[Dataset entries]

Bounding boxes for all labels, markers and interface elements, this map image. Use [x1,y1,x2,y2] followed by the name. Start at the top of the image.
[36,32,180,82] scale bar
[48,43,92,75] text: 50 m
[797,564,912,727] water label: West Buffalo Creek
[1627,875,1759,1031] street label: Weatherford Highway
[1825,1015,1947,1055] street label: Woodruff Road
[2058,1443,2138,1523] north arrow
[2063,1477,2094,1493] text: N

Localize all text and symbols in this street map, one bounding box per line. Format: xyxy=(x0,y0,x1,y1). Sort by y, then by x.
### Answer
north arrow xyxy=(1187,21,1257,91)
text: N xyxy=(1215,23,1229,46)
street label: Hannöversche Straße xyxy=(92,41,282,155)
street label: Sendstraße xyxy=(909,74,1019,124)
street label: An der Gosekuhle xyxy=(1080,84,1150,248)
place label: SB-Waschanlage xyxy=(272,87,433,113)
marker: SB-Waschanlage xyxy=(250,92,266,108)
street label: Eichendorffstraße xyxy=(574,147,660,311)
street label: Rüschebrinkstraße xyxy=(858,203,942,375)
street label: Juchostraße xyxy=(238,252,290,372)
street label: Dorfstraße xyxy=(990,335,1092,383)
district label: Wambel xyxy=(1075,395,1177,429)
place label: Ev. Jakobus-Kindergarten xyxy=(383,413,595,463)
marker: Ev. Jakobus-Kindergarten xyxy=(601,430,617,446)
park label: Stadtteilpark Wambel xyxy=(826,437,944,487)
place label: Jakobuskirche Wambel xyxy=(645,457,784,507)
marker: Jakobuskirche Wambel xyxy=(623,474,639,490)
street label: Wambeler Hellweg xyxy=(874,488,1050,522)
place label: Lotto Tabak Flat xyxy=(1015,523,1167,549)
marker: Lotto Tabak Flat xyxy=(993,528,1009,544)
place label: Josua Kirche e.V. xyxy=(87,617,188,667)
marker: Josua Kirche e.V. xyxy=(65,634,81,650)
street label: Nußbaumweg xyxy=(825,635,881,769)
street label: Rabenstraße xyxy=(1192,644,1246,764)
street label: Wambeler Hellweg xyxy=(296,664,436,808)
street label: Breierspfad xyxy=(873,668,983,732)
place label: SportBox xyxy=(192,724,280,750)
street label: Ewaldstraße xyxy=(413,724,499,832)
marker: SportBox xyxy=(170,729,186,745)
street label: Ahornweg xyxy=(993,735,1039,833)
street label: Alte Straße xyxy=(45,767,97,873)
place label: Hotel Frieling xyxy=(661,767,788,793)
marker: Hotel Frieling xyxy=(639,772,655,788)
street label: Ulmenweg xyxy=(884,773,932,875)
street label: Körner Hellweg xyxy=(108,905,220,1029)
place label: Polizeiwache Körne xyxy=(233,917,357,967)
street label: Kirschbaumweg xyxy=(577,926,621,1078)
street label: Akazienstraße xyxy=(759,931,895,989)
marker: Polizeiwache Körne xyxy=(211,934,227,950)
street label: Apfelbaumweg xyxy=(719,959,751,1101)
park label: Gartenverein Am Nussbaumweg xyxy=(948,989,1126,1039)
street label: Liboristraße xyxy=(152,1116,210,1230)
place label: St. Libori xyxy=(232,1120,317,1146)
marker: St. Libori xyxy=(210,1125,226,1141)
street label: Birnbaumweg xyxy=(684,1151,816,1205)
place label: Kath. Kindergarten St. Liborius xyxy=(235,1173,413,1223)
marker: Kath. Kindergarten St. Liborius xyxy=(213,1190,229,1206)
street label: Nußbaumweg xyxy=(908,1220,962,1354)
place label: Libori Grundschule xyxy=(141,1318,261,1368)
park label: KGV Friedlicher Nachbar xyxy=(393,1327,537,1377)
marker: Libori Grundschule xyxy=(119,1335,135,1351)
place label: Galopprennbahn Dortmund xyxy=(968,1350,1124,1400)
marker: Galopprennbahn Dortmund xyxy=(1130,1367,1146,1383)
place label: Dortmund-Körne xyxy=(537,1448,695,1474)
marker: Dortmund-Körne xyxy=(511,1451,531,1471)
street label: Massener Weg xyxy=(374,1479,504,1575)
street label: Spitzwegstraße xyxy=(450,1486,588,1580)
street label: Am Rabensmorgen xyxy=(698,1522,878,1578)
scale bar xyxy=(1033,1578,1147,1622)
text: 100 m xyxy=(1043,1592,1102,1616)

=== EXERCISE DIRECTIONS ===
Here the job is to transcribe the lines from the first line of the data through the line containing "Localize all text", inclusive, exactly and with nothing else.

=== SOLUTION ===
Bounding boxes for all labels, markers and interface elements, this map image. Use [x1,y1,x2,y2] followed by the name. Start at the top of the image.
[36,32,180,82] scale bar
[48,43,92,75] text: 50 m
[797,564,912,727] water label: West Buffalo Creek
[1627,875,1759,1031] street label: Weatherford Highway
[1825,1015,1947,1055] street label: Woodruff Road
[2058,1443,2138,1523] north arrow
[2063,1477,2094,1493] text: N

Localize all text and symbols in this street map, one bounding box per line. Format: xyxy=(x0,y0,x1,y1). Sort by y, then by x.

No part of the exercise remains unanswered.